| .. | ||
| src | ||
| LICENSE | ||
| package.json | ||
| README.md | ||
| tsconfig.json | ||
| vite.config.ts | ||
| yarn.lock | ||
Flipside Crypto JS SDK
Programmatic access to the most comprehensive blockchain data in Web3, for free. 🥳
GM frens, you've found yourself at the Flipside Crypto JS/typescript sdk.
💾 Install the SDK
yarn add @flipsidecrypto/sdk
or if using npm
npm install @flipsidecrypto/sdk
🦾 Getting Started
import { Flipside, Query, QueryResultSet } from "@flipsidecrypto/sdk";
// Initialize `Flipside` with your API key
const flipside = new Flipside(
"<YOUR_API_KEY>",
"https://node-api.flipsidecrypto.com"
);
// Parameters can be passed into SQL statements via simple & native string interpolation
const myAddress = "0x....";
// Create a query object for the `query.run` function to execute
const query: Query = {
sql: `select nft_address, mint_price_eth, mint_price_usd from flipside_prod_db.ethereum_core.ez_nft_mints where nft_to_address = LOWER('${myAddress}')`,
ttlMinutes: 10,
};
// Send the `Query` to Flipside's query engine and await the results
const result: QueryResultSet = await flipside.query.run(query);
// Iterate over the results
result.records.map((record) => {
const nftAddress = record.nft_address
const mintPriceEth = record.mint_price_eth
const mintPriceUSD = = record.mint_price_usd
console.log(`address ${nftAddress} minted at a price of ${mintPrice} ETH or $${mintPriceUSD} USD`);
});
The Details
The Query Object
The Query object contains both the sql and configuration you can send to the query engine for execution.
type Query = {
// SQL query to execute
sql: string;
// The number of minutes to cache the query results
ttlMinutes?: number;
// An override on the query result cahce.
// A value of false will re-execute the query.
cached?: boolean;
// The number of minutes until your query run times out
timeoutMinutes?: number;
// The number of records to return, defaults to 100000
pageSize?: number;
// The page number to return, defaults to 1
pageNumber?: number;
};
Let's create a query to retrieve all NFTs minted by an address:
const yourAddress = "<your_ethereum_address>";
const query: Query = {
sql: `select nft_address, mint_price_eth, mint_price_usd from flipside_prod_db.ethereum_core.ez_nft_mints where nft_to_address = LOWER('${myAddress}')`,
ttlMinutes: 60,
cached: true,
timeoutMinutes: 15,
pageNumber: 1,
pageSize: 10,
};
Now let's execute the query and retrieve the results.
const result: QueryResultSet = await flipside.query.run(query);
The results of this query will be cached for 60 minutes, given the ttlMinutes parameter.
The QueryResultSet Object
After executing a query the results are stored in a QueryResultSet object.
interface QueryResultSet {
// The server id of the query
queryId: string | null;
// The status of the query (`PENDING`, `FINISHED`, `ERROR`)
status: QueryStatus | null;
// The names of the columns in the result set
columns: string[] | null;
// The type of the columns in the result set
columnTypes: string[] | null;
// The results of the query
rows: Row[] | null;
// Summary stats on the query run (i.e. the number of rows returned, the elapsed time, etc)
runStats: QueryRunStats | null;
// The results of the query transformed as an array of objects
records: QueryResultRecord[] | null;
// The number of records to return
pageSize: number;
// The page number to return
pageNumber: number;
// If the query failed, this will contain the error
error:
| QueryRunRateLimitError
| QueryRunTimeoutError
| QueryRunExecutionError
| ServerError
| UserError
| UnexpectedSDKError
| null;
}
Let's iterate over the results from our query above.
Our query selected nft_address, mint_price_eth, and mint_price_usd.
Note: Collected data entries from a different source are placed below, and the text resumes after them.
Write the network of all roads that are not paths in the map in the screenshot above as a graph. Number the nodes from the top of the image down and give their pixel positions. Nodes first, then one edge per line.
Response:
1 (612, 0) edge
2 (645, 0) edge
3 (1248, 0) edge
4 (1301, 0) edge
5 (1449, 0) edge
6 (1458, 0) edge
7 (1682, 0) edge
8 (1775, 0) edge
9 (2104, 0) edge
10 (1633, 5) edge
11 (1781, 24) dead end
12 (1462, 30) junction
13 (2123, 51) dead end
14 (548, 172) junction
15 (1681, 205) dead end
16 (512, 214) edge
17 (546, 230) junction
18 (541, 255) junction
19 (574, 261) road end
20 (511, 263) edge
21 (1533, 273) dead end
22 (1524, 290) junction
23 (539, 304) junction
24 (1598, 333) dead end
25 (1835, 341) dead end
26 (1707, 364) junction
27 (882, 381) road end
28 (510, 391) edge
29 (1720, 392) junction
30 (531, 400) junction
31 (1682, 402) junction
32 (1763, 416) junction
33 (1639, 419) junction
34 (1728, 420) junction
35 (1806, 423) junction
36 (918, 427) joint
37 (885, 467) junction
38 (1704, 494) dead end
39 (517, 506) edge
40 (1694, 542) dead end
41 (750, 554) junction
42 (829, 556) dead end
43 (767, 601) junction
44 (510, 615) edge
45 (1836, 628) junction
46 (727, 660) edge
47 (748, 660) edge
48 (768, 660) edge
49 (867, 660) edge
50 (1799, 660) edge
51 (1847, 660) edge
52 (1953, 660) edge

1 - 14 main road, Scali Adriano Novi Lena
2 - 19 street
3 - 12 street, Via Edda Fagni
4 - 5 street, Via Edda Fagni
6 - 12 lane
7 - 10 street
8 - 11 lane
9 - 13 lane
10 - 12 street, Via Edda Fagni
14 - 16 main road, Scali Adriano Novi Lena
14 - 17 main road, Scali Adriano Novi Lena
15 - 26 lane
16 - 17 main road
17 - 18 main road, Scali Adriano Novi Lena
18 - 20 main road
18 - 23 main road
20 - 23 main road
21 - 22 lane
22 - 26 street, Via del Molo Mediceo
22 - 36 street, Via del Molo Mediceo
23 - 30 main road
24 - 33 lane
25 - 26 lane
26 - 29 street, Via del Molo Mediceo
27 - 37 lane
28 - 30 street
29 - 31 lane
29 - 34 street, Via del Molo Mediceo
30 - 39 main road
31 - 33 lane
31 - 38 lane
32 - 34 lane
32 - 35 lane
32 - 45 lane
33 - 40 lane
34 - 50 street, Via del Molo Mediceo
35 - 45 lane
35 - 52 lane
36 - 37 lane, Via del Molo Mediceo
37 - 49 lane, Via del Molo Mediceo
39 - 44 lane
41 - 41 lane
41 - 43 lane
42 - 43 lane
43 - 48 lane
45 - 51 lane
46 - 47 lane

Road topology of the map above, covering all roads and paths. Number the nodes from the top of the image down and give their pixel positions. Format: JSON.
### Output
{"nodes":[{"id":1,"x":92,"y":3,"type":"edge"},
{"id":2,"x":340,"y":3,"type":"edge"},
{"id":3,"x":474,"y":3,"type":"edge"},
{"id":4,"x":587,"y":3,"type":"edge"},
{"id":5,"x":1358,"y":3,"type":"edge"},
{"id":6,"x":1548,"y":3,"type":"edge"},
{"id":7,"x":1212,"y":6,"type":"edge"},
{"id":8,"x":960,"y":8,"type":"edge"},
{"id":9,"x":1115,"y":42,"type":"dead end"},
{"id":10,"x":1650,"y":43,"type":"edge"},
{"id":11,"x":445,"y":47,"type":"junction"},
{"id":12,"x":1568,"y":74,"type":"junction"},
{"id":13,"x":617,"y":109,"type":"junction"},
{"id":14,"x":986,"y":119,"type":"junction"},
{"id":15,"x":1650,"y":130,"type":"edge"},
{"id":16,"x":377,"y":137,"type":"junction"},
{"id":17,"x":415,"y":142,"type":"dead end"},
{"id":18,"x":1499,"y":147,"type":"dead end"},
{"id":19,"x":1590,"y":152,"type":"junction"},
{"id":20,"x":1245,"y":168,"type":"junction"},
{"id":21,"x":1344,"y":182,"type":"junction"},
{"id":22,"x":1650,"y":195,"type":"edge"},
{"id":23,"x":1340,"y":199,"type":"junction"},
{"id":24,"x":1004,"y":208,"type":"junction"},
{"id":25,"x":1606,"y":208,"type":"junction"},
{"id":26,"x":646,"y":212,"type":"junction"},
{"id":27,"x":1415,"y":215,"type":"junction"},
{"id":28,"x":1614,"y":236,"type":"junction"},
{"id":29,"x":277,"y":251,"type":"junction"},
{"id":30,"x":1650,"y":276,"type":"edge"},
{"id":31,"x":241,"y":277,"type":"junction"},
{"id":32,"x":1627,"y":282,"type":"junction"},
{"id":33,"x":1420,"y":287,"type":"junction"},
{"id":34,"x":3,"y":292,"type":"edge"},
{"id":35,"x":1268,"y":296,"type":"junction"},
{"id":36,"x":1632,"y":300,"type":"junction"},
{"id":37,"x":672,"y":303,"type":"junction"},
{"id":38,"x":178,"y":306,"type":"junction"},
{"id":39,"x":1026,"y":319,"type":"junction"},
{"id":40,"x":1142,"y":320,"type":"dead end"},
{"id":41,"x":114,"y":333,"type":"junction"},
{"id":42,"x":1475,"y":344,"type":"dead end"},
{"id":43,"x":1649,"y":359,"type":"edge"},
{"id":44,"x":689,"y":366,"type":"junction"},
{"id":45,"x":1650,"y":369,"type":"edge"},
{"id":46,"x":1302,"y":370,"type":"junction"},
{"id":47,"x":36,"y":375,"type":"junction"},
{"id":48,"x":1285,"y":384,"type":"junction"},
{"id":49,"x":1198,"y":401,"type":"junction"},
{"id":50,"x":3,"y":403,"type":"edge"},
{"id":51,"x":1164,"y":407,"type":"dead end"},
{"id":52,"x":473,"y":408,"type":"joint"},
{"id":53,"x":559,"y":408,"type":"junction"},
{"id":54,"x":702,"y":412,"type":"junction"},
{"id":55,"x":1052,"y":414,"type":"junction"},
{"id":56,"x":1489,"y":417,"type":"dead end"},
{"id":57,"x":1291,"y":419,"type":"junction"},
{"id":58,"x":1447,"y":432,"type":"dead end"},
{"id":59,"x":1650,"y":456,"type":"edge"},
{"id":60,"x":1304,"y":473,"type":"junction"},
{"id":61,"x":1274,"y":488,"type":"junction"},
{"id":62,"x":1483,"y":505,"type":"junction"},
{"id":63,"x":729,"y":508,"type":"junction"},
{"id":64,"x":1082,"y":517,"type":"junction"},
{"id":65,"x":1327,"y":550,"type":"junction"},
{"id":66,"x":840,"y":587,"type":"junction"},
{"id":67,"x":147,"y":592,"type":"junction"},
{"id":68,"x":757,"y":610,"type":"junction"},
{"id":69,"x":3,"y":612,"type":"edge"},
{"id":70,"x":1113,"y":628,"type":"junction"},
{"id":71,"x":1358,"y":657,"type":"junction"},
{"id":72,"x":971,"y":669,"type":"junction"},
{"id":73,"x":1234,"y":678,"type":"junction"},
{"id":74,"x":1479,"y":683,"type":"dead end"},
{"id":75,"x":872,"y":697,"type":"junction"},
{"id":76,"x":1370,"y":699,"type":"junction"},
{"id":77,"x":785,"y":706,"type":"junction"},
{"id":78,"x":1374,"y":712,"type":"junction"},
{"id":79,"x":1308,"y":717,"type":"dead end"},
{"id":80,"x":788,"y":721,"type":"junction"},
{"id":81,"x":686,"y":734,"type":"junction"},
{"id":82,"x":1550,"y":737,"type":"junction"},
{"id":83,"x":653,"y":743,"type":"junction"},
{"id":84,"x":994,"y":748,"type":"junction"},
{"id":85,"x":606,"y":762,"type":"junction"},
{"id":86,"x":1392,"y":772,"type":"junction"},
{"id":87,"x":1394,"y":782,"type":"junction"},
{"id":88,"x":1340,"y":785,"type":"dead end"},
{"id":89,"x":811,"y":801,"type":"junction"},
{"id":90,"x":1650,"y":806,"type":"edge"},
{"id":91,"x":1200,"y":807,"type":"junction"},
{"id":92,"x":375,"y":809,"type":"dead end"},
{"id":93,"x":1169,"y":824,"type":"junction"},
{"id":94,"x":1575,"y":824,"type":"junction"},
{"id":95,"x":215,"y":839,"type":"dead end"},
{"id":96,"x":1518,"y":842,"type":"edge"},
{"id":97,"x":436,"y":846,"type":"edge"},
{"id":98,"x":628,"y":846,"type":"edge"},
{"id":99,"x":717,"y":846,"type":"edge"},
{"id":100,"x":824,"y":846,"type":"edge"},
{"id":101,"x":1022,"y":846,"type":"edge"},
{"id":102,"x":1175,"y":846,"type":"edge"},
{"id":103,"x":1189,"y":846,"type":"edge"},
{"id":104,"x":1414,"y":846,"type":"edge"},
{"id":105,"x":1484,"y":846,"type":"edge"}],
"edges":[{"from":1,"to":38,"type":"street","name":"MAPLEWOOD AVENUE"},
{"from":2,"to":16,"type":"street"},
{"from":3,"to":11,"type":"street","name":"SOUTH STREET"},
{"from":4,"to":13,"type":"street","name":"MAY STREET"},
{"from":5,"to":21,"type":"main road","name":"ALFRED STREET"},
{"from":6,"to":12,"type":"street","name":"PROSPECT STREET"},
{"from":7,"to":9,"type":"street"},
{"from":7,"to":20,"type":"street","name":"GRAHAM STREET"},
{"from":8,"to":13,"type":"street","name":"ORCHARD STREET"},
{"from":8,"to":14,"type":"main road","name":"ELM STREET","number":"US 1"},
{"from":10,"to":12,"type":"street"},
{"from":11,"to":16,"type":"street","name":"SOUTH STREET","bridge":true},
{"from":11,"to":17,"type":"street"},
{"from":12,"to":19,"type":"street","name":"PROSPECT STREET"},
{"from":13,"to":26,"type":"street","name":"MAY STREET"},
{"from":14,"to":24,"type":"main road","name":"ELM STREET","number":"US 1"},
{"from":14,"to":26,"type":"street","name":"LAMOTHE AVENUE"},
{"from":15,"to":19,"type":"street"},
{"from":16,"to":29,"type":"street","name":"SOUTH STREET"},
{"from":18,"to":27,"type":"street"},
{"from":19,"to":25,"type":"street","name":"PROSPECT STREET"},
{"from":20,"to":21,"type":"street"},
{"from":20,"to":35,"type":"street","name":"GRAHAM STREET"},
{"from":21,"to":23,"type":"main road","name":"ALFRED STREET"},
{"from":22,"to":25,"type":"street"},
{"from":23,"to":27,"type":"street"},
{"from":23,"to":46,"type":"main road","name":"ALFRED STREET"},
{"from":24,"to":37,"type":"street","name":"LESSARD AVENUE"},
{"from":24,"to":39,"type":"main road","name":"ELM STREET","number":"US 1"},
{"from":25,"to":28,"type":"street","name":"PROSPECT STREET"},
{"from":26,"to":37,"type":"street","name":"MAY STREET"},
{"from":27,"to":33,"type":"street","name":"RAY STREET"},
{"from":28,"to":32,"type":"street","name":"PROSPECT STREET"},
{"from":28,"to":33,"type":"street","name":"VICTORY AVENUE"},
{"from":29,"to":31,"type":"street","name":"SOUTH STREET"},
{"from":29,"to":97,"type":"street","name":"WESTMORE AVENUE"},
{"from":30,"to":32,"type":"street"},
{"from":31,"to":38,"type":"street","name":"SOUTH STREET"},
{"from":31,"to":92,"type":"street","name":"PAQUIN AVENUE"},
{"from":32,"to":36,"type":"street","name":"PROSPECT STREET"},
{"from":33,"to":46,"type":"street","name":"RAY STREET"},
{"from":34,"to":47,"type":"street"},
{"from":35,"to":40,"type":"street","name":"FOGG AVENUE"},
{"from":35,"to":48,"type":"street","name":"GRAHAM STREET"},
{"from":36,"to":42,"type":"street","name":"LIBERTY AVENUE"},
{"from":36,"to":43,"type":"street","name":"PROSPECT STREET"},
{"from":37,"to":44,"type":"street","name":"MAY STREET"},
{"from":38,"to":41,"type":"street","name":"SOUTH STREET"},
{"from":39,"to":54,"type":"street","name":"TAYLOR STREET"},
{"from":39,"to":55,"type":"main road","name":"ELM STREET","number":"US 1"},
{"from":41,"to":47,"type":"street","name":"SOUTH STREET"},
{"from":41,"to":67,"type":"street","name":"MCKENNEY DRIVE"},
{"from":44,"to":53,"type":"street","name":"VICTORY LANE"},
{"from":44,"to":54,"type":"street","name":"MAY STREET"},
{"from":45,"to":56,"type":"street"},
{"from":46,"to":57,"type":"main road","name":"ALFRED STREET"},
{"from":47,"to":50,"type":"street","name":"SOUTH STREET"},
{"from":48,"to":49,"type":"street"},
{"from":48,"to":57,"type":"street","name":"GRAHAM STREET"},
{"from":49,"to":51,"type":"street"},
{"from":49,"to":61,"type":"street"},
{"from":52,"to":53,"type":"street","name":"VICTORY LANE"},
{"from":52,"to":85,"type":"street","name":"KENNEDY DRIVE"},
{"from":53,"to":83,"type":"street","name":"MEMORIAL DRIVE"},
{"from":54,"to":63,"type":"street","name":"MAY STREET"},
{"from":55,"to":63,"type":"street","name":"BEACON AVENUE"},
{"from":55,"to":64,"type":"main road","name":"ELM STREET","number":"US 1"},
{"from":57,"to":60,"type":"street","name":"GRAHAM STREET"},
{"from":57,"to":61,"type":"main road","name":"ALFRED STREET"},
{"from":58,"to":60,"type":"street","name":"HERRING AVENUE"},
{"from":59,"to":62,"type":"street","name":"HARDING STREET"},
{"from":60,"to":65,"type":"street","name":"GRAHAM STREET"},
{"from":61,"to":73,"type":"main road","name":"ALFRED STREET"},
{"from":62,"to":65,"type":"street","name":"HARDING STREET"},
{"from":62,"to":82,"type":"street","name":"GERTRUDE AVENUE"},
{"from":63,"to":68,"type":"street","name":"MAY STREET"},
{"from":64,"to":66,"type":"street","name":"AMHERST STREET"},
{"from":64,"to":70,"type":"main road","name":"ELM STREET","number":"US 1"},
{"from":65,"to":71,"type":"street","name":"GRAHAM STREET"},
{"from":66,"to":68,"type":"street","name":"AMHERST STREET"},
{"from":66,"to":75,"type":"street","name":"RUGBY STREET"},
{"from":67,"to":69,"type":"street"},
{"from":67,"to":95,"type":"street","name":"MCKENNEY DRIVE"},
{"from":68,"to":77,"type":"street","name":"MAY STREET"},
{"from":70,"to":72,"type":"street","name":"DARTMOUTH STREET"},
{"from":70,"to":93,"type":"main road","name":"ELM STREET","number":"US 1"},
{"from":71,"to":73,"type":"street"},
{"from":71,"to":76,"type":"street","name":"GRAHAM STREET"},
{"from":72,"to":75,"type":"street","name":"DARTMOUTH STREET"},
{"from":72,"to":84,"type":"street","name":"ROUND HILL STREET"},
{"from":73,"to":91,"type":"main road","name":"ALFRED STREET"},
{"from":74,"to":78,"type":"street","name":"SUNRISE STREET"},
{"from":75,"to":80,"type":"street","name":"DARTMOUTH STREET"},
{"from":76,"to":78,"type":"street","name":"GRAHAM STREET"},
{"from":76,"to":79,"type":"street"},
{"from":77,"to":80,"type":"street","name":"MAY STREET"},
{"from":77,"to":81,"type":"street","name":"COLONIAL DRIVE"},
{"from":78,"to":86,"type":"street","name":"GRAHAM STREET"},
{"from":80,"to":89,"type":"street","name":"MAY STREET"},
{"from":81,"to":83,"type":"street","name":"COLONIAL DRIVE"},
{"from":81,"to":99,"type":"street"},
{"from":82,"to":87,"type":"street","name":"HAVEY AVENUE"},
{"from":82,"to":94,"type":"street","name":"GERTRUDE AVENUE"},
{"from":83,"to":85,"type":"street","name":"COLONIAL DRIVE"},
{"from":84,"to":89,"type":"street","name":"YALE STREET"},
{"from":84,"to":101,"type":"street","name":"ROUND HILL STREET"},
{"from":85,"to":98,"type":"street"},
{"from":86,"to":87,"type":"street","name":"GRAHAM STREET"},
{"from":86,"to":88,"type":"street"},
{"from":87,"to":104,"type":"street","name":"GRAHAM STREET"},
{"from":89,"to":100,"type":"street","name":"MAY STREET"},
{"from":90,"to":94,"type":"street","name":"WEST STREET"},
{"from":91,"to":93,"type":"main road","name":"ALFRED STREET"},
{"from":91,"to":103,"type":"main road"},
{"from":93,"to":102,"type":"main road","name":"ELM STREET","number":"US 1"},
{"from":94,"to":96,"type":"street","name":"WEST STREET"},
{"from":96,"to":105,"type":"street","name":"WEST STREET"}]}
We can access the returned data via the records parameter. The column names in our query are assigned as keys in each record object.
result.records.map((record) => {
const nftAddress = record.nft_address;
const mintPriceEth = record.mint_price_eth;
const mintPriceUSD = record.mint_price_usd;
console.log(
`address ${nftAddress} minted at a price of ${mintPriceEth} ETH or $${mintPriceUSD} USD`
);
});
Rate Limits
Every API key is subject to a rate limit over a moving 5 minute window, as well as an aggregate daily limit.
If the limit is reach in a 5 minute period, the sdk will exponentially backoff and retry the query up to the timeoutMinutes parameter set on the Query object.
This feature is quite useful if leveraging the SDK client side and your web application sees a large spike in traffic. Rather than using up your daily limit all at once, requests will be smoothed out over the day.
Rate limits can be adjust per key/use-case.
Client Side Request Requirements
All API Keys correspond to a list of hostnames. Client-side requests that do not originate from the corresponding hostname will fail.